Mongo Db connector - Connection timeout when trying to connect to AWS Document DB

rijin-thomas
New Contributor II

I am on Databricks Run Time LTE 14.3 Spark 3.5.0 Scala 2.12 and mongodb-spark-connector_2.12:10.2.0. 

Trying to connect to Document DB using the connector and all I get is a connection timeout. I tried using PyMongo, which works as expected and I can read from the db. I have a CA_File that I'm passing as an argument and it's stored in Unity Catalog. 

Code:

CONNECTION_URI = f"mongodb://{USERNAME}:{PASSWORD}@{ENDPOINT}:27017/{DATABASE_NAME}?replicaSet=rs0&readPreference=secondaryPreferred"

df = spark.read.format("mongodb") \
     .option("spark.mongodb.read.connection.uri", CONNECTION_URI) \
     .option("collection", COLLECTION) \
     .option("ssl", "true") \
     .option("ssl.CAFile", DBFS_CA_FILE) \
     .option("ssl.enabledProtocols", "TLSv1.2") \
     .load()

 Connector error:

SparkConnectGrpcException: (com.mongodb.MongoTimeoutException) Timed out after 30000 ms while waiting for a server that matches com.mongodb.client.internal.MongoClientDelegate.
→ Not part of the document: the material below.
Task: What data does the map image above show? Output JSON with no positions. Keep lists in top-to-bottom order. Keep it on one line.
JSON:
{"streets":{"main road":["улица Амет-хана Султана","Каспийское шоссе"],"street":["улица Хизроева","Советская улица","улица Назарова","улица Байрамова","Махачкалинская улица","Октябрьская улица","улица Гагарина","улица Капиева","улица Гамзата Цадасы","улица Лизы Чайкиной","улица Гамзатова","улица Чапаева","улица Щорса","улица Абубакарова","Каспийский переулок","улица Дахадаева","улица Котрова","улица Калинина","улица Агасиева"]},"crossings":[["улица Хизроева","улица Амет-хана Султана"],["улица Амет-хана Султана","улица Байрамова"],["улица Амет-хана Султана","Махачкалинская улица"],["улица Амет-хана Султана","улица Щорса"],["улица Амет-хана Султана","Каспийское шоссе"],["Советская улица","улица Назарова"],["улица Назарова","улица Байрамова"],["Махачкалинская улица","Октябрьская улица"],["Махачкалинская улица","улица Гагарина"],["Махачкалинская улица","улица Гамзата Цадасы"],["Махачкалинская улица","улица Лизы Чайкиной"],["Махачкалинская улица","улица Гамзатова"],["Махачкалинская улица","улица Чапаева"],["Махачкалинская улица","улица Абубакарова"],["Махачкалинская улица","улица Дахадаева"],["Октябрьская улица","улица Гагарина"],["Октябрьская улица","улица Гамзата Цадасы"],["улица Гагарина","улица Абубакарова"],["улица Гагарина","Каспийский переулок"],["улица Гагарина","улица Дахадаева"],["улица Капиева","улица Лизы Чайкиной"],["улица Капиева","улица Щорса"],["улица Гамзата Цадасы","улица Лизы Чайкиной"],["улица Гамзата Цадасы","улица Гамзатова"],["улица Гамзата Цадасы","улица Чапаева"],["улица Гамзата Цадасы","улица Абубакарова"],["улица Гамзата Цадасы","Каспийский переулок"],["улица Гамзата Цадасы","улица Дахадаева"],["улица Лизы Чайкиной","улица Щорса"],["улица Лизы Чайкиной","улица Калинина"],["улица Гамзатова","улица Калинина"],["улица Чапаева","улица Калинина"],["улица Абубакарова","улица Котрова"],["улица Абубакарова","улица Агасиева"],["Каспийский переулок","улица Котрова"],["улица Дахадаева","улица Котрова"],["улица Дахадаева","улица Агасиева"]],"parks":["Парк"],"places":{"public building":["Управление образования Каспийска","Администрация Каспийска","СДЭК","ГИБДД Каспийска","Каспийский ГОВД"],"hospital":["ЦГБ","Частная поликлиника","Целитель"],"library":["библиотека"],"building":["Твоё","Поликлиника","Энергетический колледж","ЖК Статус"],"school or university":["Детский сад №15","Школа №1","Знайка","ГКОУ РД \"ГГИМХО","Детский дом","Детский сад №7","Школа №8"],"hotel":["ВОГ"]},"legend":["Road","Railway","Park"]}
Client view of state is {type=REPLICA_SET, servers=[{address=<endpoint>, type=UNKNOWN, state=CONNECTING, exception={com.mongodb.MongoSocketReadTimeoutException: Timeout while receiving message}, caused by {java.net.SocketTimeoutException: Read timed out}}]
Rijin Thomas

bianca_unifeye
Databricks MVP

If PyMongo works but the Spark connector times out, the issue is almost always JVM TLS configuration or executor-level network access, not credentials or the database itself.

 

  • TLS handling (most common cause):
    The MongoDB Spark connector runs on the JVM and does not handle CA PEM files the same way as PyMongo. Use a JVM truststore (JKS or PKCS12) instead of ssl.CAFile, and configure it via JVM options for both driver and executors.

  • Executor connectivity:
    PyMongo usually tests connectivity from the driver only. Spark reads from executors, so confirm that all worker nodes can reach the DocumentDB endpoint on port 27017 (security groups, routes, DNS).

  • Enable TLS via URI:
    Set TLS explicitly in the connection string (e.g. tls=true) rather than relying on connector options.

  • DocumentDB compatibility:
    Add retryWrites=false to the connection string to align with Amazon DocumentDB limitations.

 

Hello @bianca_unifeye,

I was able to solve this issue by adding a JVM truststore. But it involved modifying the default Java cacert and appending the custom cert to the default cacert. I followed this KB article for How to import a custom CA certificate - Databricks. Thanks for the response!

Rijin Thomas

Glad I was able to help!

Sanjeeb2024
Valued Contributor

Hi @rijin-thomas - Can you please allow the CIDR block for databricks account VPC from aws document db sg ( Executor connectivity stated by@bianca_unifeye ) . 

Sanjeeb Mohapatra